* [Task description] Once you find a line containing the word "Lobatón" in the entries below, copy it.

* [Input]
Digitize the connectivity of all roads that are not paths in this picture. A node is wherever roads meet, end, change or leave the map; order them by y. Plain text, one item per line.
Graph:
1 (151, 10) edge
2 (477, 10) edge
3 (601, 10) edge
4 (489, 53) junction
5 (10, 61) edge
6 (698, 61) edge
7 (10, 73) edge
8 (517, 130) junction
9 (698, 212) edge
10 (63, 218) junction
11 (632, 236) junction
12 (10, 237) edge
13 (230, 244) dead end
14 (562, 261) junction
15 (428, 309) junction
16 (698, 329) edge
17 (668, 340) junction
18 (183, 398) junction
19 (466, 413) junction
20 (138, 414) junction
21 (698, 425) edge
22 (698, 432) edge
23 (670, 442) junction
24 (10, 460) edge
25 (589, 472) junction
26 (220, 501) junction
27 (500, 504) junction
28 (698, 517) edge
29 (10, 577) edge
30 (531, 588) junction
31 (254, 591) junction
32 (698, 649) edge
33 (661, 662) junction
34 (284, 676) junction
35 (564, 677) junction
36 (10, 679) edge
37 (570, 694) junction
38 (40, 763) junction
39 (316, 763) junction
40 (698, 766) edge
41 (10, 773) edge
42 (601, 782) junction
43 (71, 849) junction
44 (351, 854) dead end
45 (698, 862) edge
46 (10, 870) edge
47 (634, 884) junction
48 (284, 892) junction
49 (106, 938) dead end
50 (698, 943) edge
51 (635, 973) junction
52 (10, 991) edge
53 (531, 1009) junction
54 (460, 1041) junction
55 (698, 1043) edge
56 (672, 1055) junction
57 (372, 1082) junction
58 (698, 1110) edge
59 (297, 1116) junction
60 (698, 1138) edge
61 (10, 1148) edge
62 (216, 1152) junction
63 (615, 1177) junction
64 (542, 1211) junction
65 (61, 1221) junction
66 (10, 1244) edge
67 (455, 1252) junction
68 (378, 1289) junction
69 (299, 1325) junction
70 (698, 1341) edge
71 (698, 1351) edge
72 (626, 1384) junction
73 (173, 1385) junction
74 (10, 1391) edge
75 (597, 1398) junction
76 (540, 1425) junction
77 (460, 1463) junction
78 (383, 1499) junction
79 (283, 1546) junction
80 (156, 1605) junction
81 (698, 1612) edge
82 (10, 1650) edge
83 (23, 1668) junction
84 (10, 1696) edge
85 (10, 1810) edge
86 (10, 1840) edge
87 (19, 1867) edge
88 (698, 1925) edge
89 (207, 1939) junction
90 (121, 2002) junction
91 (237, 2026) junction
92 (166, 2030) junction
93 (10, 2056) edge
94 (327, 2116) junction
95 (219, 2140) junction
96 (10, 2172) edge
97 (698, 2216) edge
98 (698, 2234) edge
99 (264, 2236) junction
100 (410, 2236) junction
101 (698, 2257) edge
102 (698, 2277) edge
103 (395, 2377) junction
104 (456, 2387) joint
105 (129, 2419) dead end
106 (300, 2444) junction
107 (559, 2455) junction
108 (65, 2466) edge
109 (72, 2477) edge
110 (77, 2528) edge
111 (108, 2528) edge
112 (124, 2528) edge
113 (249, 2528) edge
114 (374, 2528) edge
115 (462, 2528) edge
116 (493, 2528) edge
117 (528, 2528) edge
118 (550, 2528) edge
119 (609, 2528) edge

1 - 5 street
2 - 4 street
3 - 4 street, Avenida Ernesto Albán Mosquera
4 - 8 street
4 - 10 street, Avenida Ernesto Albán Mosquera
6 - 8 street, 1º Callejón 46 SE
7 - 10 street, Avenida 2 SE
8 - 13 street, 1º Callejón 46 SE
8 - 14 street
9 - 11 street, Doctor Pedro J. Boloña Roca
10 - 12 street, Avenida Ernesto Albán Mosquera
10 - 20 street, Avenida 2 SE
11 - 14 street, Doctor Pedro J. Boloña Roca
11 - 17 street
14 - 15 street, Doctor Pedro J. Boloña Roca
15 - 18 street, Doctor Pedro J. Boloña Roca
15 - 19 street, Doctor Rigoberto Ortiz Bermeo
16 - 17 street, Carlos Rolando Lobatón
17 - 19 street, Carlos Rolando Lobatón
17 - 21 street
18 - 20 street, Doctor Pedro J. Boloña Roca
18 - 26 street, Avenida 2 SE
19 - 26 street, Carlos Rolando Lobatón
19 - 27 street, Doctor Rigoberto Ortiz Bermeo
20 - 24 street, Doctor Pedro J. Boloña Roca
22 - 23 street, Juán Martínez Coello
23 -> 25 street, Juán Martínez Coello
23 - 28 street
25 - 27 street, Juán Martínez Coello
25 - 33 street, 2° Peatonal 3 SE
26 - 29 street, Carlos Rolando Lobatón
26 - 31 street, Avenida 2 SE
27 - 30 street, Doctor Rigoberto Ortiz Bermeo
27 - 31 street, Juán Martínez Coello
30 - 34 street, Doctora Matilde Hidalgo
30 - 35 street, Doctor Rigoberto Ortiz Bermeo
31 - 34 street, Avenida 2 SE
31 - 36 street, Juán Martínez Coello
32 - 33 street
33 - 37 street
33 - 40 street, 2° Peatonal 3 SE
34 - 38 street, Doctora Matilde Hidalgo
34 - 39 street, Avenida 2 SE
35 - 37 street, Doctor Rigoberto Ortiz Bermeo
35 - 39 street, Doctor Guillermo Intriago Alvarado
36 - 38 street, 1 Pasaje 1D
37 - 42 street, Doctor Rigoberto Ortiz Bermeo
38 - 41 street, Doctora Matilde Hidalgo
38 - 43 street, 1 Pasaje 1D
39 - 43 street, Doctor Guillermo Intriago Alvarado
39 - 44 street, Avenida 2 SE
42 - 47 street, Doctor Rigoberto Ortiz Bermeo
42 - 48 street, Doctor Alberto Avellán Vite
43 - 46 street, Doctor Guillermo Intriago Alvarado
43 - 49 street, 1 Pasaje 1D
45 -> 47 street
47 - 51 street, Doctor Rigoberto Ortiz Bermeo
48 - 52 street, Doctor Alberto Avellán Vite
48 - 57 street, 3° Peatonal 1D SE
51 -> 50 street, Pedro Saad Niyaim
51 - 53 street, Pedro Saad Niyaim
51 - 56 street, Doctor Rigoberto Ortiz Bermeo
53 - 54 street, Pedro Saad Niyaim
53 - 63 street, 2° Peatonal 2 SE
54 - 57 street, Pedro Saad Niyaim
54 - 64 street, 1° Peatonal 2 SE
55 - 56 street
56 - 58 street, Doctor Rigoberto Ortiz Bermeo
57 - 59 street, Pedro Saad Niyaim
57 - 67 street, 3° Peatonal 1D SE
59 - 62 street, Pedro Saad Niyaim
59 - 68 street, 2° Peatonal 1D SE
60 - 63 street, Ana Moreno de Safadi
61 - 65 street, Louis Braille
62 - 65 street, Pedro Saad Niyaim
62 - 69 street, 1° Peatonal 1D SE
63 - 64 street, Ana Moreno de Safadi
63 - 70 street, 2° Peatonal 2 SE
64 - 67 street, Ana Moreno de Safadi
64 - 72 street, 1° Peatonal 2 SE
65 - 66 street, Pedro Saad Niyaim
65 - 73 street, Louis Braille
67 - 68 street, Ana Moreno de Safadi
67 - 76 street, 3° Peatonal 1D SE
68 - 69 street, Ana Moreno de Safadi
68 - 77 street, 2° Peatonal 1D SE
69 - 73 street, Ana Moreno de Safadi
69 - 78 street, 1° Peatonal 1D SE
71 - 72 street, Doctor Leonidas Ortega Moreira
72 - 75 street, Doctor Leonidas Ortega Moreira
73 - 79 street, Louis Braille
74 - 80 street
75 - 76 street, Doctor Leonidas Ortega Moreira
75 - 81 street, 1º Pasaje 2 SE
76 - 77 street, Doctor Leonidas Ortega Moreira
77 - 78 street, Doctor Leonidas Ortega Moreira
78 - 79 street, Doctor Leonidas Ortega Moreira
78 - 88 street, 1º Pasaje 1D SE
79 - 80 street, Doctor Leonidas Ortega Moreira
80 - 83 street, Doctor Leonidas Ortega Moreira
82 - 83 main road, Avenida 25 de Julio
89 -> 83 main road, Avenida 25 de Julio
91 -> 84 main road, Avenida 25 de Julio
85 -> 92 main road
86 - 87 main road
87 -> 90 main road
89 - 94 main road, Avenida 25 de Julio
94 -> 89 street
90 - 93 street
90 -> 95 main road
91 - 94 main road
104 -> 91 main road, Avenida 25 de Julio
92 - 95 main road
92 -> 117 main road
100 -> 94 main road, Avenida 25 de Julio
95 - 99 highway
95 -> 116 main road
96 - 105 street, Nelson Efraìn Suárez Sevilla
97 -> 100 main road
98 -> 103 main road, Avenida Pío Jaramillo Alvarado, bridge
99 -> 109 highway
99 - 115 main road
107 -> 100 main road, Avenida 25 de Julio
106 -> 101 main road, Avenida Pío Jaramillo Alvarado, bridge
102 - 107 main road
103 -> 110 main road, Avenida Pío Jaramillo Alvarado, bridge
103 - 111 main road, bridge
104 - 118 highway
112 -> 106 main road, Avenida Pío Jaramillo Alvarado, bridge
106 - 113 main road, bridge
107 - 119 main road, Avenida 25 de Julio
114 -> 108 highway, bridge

* [Finished exercise]
16 - 17 street, Carlos Rolando Lobatón
17 - 19 street, Carlos Rolando Lobatón
19 - 26 street, Carlos Rolando Lobatón
26 - 29 street, Carlos Rolando Lobatón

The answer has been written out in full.